• **What this task involves**
Print the whole listing below exactly, skipping every picture.

▶

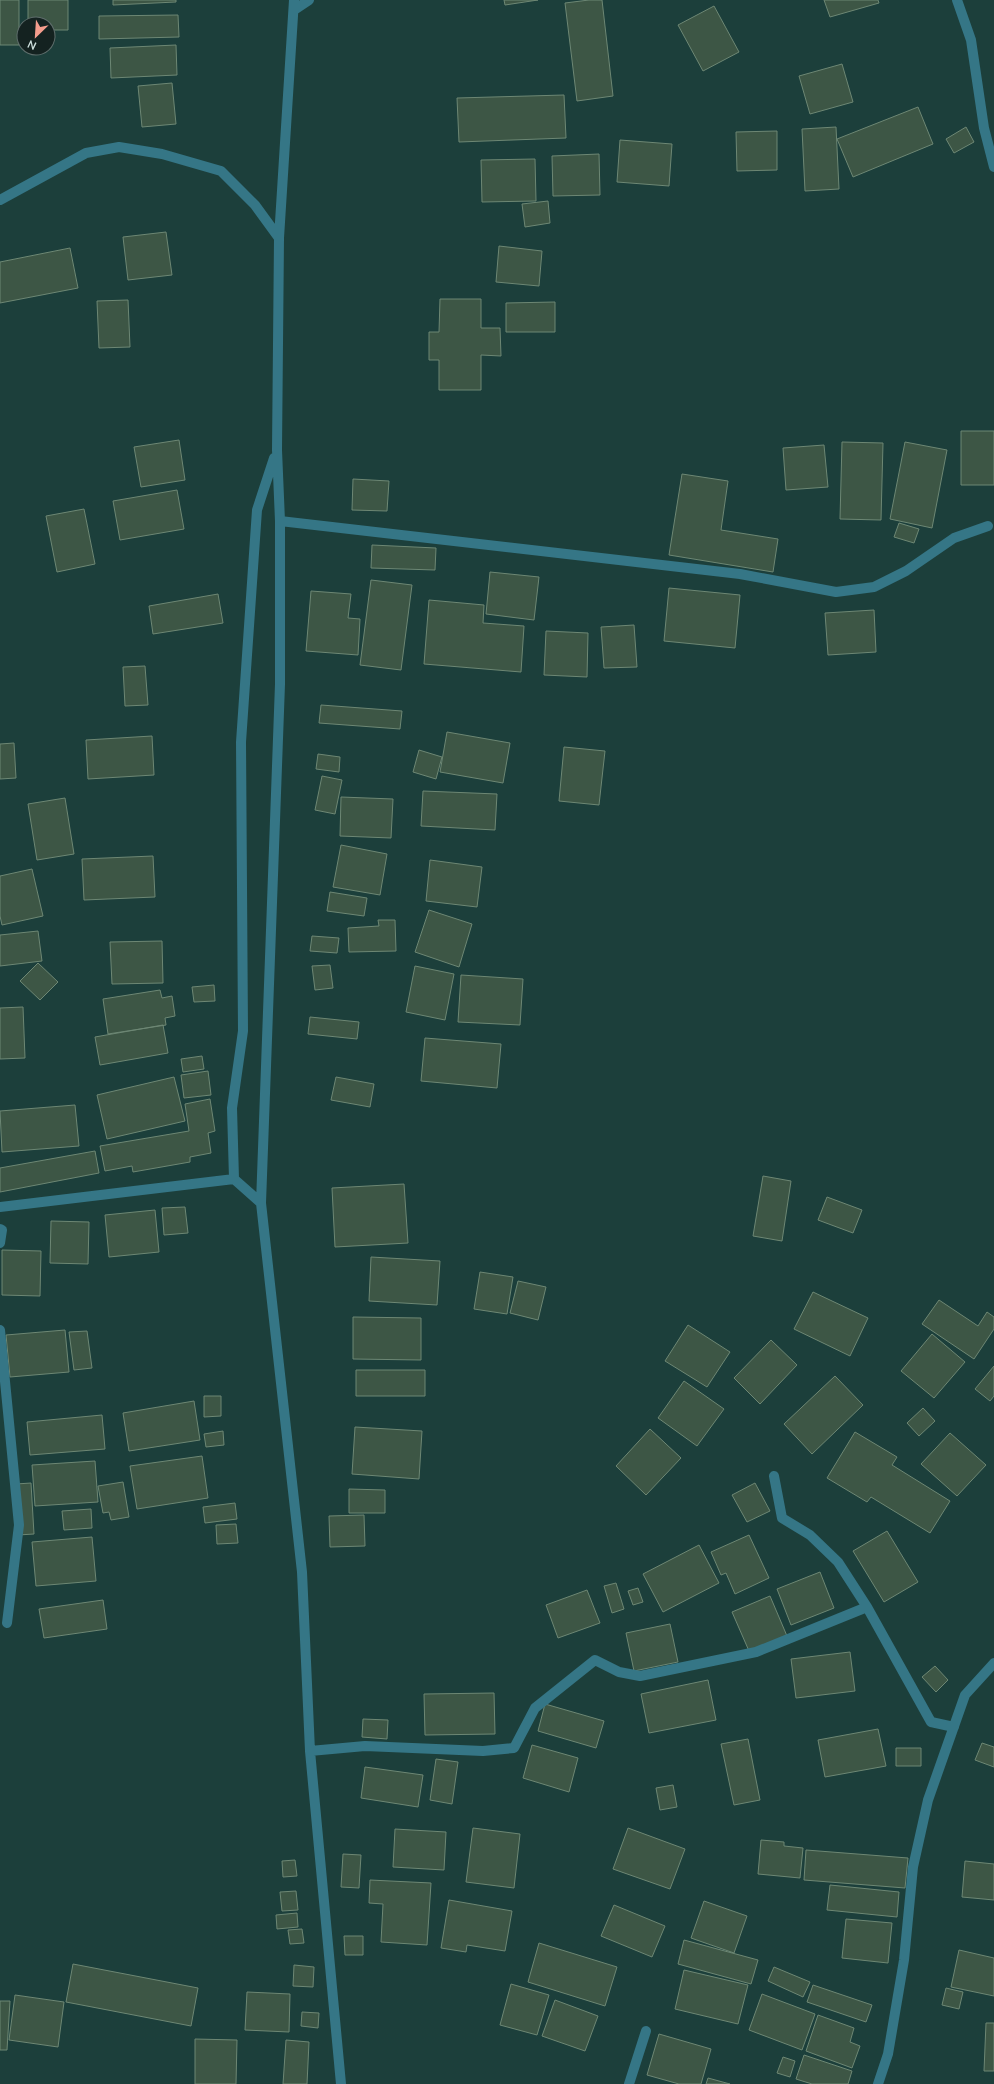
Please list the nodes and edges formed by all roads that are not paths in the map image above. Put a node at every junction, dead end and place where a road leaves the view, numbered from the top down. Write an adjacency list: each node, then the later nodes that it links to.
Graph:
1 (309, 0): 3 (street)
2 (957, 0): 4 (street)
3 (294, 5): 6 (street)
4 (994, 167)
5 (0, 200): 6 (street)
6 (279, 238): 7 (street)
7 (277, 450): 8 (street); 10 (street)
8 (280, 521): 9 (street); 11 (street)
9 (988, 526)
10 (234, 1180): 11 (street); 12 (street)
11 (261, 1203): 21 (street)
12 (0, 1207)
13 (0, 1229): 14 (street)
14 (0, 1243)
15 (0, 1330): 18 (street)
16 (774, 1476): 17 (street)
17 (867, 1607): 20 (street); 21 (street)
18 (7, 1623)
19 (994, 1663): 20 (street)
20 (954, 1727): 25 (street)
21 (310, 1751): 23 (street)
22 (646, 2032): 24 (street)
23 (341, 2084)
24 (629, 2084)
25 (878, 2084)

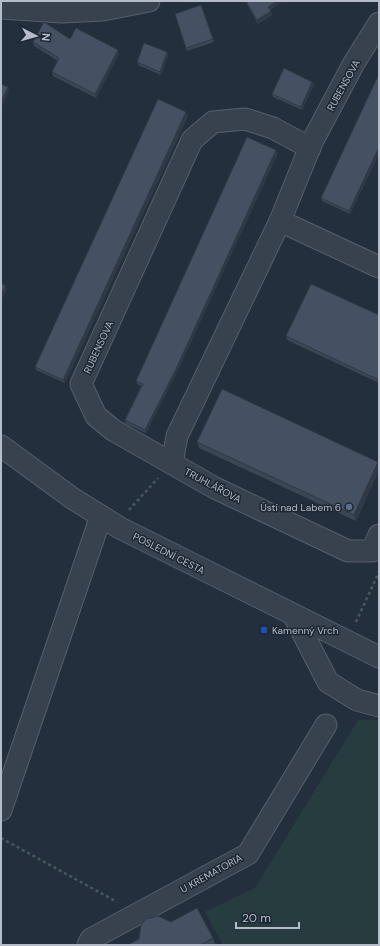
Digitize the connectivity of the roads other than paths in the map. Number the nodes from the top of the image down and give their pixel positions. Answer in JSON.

◀

• **The completed task**
Please list the nodes and edges formed by all roads that are not paths in the map image above. Put a node at every junction, dead end and place where a road leaves the view, numbered from the top down. Write an adjacency list: each node, then the later nodes that it links to.
Graph:
1 (309, 0): 3 (street)
2 (957, 0): 4 (street)
3 (294, 5): 6 (street)
4 (994, 167)
5 (0, 200): 6 (street)
6 (279, 238): 7 (street)
7 (277, 450): 8 (street); 10 (street)
8 (280, 521): 9 (street); 11 (street)
9 (988, 526)
10 (234, 1180): 11 (street); 12 (street)
11 (261, 1203): 21 (street)
12 (0, 1207)
13 (0, 1229): 14 (street)
14 (0, 1243)
15 (0, 1330): 18 (street)
16 (774, 1476): 17 (street)
17 (867, 1607): 20 (street); 21 (street)
18 (7, 1623)
19 (994, 1663): 20 (street)
20 (954, 1727): 25 (street)
21 (310, 1751): 23 (street)
22 (646, 2032): 24 (street)
23 (341, 2084)
24 (629, 2084)
25 (878, 2084)

Digitize the connectivity of the roads other than paths in the map. Number the nodes from the top of the image down and give their pixel positions. Answer in JSON.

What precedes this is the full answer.